Boeing is looking to raise up to approximately $19 billion in a stock offering as the aerospace giant, which is dealing with a contentious strike, faces liquidity issues and tries to raise cash.
Boeing Co. said Monday that it will offer 90 million in common stock and $5 billion in depositary shares. The company’s stock closed at $155.01 on Friday,
The company said it plans to use the net proceeds for general corporate purposes, which may include repaying debt, additions to working capital, capital expenditures, and funding and investments in its subsidiaries.
Last week Boeing factory workers voted to reject the company’s latest contract offer and to continue a six-week strike that has halted production of its bestselling jetliners.

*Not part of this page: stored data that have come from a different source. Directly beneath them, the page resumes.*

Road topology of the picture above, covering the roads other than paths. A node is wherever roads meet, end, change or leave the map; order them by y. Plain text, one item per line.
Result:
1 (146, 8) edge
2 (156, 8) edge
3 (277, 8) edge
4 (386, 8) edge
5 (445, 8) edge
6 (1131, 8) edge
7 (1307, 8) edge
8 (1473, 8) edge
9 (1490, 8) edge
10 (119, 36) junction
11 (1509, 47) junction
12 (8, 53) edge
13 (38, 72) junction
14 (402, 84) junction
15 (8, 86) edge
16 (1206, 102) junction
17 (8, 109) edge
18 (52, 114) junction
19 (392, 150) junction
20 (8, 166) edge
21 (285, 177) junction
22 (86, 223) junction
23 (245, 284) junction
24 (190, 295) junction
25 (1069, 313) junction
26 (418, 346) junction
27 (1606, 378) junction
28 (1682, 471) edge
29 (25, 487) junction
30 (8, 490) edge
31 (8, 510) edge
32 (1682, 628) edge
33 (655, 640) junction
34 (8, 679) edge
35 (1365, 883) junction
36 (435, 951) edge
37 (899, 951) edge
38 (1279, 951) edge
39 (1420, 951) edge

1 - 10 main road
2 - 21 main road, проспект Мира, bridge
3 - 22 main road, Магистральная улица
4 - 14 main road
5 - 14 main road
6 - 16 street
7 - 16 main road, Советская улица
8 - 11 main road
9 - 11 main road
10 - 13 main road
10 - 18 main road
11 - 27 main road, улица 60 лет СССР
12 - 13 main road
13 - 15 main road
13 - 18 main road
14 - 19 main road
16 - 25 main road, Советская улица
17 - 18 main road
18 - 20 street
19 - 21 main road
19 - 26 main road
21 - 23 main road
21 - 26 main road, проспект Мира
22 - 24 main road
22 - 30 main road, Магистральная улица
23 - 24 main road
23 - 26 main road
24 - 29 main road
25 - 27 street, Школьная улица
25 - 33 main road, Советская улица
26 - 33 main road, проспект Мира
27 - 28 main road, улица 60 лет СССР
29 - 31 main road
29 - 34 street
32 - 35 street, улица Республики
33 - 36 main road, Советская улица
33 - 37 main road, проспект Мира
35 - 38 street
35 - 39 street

Local union leaders in Seattle said 64% of members of the International Association of Machinists and Aerospace Workers who cast ballots voted against accepting the proposal.
The labor standoff comes during an already challenging year for Boeing, which became the focus of multiple federal investigations after a door panel blew off a 737 Max plane during an Alaska Airlines flight in January.

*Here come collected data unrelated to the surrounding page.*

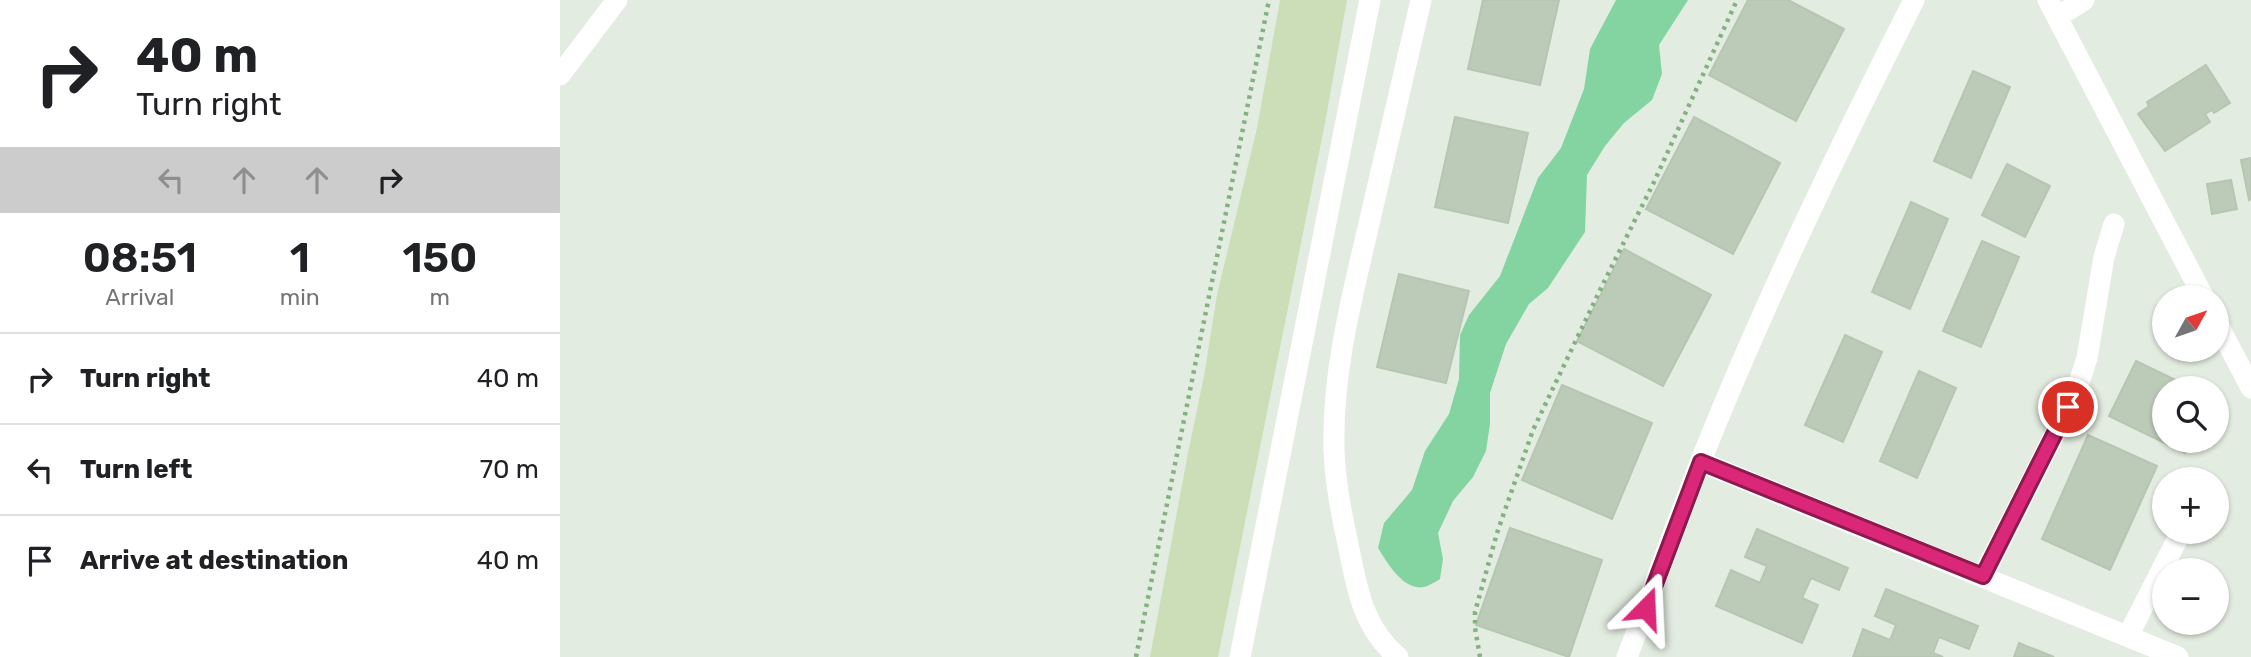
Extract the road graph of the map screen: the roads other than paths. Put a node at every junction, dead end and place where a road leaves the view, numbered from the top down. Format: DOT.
graph roads {
  1 [pos="617,0"];
  2 [pos="1370,0"];
  3 [pos="1421,0"];
  4 [pos="1914,0"];
  5 [pos="2084,0"];
  6 [pos="2052,9"];
  7 [pos="560,75"];
  8 [pos="2114,224"];
  9 [pos="2197,285"];
  10 [pos="2230,348"];
  11 [pos="2251,388"];
  12 [pos="1701,462"];
  13 [pos="2175,544"];
  14 [pos="1983,576"];
  15 [pos="2128,636"];
  16 [pos="1240,657"];
  17 [pos="1398,657"];
  18 [pos="1627,657"];
  19 [pos="2178,657"];
  1 -- 7 [label="street"];
  2 -- 16 [label="street"];
  3 -- 17 [label="street"];
  4 -- 12 [label="street"];
  5 -- 6 [label="street"];
  6 -- 9 [label="street"];
  8 -- 14 [label="street"];
  10 -- 11 [label="street"];
  12 -- 14 [label="street"];
  12 -- 18 [label="street"];
  13 -- 15 [label="street"];
  14 -- 15 [label="street"];
  15 -- 19 [label="street"];
}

The strike has deprived the company of much-needed cash that it gets from delivering new planes to airlines. On Wednesday, the company reported a third-quarter loss of more than $6 billion. Boeing hasn’t had a profitable year since 2018, and Wednesday’s numbers represented the second-worst quarter in the manufacturer’s history.
The company burned nearly $2 billion in cash, in the quarter, weakening its balance sheet, which is loaded down with $58 billion in debt. Chief Financial Officer Brian West said the company will not generate positive cash flow until the second half of next year.
Shares of Boeing slipped nearly 2% before the market open.